The Year of the Flood by Margaret Atwood

October 16, 2009 at 3:13 pm 1 comment

the-year-of-the-floodPub Date: September 2009

Fiction (Adult)

448 pgs.

Margaret Atwood has done it again with her meaty, thought-provoking and incredibly compelling new novel, The Year of the Flood.  Related to her 2003 novel Oryx and Crake (although it is not a sequel, and it can certainly be read as a stand-alone novel), Flood features some of the same characters, as Atwood develops the back stories of both major and minor Oryx characters.  Flood ends in approximately the same spot as the earlier book, although Atwood has taken an entirely different route to get us there.

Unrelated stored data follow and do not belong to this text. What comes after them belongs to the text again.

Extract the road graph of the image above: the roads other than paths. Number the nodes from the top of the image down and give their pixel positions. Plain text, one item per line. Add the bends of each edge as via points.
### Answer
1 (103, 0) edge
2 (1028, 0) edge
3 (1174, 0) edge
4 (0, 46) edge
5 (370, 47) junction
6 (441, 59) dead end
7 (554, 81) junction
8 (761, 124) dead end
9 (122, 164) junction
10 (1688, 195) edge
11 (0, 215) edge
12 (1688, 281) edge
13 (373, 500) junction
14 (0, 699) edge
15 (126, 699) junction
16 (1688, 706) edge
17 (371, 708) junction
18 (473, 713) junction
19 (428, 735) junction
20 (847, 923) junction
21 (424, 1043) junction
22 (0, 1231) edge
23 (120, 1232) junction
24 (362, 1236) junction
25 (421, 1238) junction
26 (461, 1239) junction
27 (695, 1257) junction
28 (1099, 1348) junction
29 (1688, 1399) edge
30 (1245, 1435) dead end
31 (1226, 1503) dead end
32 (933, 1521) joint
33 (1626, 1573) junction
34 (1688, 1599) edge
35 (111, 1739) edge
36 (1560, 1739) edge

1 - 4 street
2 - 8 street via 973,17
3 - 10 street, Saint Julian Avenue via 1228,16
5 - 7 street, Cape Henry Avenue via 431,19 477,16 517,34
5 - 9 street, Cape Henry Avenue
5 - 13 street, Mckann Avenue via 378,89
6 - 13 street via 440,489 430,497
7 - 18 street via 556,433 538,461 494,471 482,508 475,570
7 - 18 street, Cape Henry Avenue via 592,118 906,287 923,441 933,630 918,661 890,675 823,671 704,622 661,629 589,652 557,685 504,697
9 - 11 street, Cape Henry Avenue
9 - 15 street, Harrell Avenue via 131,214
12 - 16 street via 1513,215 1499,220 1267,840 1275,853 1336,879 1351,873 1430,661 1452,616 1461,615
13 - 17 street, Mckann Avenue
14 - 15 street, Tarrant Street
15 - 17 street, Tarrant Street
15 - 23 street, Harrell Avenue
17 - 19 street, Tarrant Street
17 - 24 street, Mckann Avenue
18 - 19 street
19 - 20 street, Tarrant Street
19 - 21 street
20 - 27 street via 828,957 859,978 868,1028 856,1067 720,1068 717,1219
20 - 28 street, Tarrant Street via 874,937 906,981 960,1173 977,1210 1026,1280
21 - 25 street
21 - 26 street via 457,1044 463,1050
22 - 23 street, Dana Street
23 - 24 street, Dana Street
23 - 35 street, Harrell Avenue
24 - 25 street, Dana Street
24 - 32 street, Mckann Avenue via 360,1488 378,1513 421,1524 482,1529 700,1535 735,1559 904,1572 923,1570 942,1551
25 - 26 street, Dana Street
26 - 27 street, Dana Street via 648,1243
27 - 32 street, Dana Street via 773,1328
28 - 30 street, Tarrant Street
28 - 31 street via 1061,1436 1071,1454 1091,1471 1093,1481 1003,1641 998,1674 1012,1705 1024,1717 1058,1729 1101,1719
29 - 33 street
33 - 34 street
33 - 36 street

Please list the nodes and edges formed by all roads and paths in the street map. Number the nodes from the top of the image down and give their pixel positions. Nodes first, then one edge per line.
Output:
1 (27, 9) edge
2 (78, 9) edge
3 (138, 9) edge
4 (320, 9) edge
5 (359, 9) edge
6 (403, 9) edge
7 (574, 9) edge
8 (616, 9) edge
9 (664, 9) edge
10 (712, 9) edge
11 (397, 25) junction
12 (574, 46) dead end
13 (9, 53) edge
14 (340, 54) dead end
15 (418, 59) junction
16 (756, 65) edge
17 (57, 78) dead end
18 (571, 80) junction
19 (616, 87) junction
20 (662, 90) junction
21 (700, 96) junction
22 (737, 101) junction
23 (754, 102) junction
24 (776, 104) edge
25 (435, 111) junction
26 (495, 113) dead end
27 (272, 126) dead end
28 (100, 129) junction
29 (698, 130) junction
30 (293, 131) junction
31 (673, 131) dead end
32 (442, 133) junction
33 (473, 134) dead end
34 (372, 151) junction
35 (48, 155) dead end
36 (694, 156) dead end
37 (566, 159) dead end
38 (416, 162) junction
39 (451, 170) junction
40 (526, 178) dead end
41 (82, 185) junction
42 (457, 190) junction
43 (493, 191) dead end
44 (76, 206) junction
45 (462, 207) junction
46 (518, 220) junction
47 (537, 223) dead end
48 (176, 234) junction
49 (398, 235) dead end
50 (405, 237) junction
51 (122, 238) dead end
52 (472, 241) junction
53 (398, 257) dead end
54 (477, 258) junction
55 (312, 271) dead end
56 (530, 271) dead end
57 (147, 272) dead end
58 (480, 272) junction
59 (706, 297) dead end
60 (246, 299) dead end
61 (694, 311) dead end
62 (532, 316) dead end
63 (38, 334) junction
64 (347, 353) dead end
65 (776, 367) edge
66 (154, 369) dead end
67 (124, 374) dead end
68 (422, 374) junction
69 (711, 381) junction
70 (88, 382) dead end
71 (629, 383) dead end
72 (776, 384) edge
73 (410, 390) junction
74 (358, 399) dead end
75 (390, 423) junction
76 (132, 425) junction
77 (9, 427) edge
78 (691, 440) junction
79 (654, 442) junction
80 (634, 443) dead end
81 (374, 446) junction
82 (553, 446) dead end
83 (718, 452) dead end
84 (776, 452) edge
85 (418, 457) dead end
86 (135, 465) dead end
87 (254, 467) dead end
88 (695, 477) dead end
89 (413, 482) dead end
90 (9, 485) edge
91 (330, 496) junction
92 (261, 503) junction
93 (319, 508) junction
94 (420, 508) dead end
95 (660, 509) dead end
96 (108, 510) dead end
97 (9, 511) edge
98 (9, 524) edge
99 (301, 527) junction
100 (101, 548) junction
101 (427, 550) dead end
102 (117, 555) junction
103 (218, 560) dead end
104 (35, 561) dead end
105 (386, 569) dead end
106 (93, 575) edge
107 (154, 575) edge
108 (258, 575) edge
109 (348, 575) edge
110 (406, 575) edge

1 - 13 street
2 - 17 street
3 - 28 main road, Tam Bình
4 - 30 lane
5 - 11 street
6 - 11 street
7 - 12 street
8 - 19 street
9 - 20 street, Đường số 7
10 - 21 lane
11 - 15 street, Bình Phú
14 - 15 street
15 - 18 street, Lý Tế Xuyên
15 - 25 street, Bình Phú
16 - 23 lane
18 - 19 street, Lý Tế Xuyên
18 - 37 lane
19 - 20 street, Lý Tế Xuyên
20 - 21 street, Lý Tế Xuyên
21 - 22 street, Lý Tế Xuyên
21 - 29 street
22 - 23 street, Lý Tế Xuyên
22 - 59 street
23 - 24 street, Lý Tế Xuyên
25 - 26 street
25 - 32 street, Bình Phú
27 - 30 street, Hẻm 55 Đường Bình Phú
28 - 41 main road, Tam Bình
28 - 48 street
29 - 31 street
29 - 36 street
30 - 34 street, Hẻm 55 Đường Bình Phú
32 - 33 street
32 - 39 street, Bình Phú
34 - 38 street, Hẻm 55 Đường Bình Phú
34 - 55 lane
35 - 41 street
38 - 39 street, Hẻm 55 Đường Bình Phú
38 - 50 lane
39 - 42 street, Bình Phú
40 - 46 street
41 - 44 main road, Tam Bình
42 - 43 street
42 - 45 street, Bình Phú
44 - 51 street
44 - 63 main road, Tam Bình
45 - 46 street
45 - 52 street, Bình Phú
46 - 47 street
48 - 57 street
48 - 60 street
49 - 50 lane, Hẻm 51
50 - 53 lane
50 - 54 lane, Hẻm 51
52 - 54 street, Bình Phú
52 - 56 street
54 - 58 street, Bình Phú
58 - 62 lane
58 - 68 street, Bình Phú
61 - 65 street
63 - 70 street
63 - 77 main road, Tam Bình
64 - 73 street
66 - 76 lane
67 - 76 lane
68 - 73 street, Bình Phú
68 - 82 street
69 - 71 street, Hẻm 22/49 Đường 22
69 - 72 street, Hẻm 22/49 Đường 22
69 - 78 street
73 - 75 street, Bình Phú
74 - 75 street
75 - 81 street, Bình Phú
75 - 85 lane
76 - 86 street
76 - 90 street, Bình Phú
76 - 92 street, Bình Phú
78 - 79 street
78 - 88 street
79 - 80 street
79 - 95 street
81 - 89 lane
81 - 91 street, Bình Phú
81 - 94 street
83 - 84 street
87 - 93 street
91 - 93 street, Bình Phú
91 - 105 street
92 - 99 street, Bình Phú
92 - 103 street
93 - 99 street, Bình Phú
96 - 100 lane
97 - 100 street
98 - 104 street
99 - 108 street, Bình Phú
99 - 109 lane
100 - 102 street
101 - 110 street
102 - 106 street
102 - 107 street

I enjoyed Oryx, although I ultimately found it quite depressing, and it took me a little while to get through.  Devouring Flood in a single weekend, however, I found that it was resonating with me more than its predecessor. Perhaps because I found the characters more interesting, or perhaps because the situation portrayed in this novel is even closer to reality than it was six years ago, when Oryx was released. As Atwood herself stated in an interview,

“When Oryx and Crake came out, it seemed to many like science fiction–way out there, too weird to be possible–but in the three years that passed before I began writing The Year of the Flood, the perceived gap between that supposedly unreal future and the harsh one we might very well live through was narrowing fast. What is happening to our world? What can we do to reverse the damage? How long have we got? And, most importantly–what kind of “we”?”

Atwood is a storyteller first and foremost, and in The Year of the Flood we are introduced to two former members of an ecologically aware organization, called God’s Gardeners, that melds science and religion. The Gardners preach non-violence, resourcefulness and respect for all living things, but are dismissed by others as a “greenie cult.” Toby is a longtime member-turned-health spa worker, and Ren is a young exotic dancer.  The “Waterless Flood”–a deadly plague foretold by the Gardners–has arrived, destroying most of the human life.  Toby, Ren and other survivors must find each other in the aftermath of this disaster, and Atwood takes us along as they explore their present and remember their pasts.

Atwood’s frequently disturbing subject matter may be off-putting to some, but she is such a fantastic writer that I urge you to pick up this or another one of her books, and to let yourself into her dark, beautiful worlds. This book will make you think.  It will grab you and not let go.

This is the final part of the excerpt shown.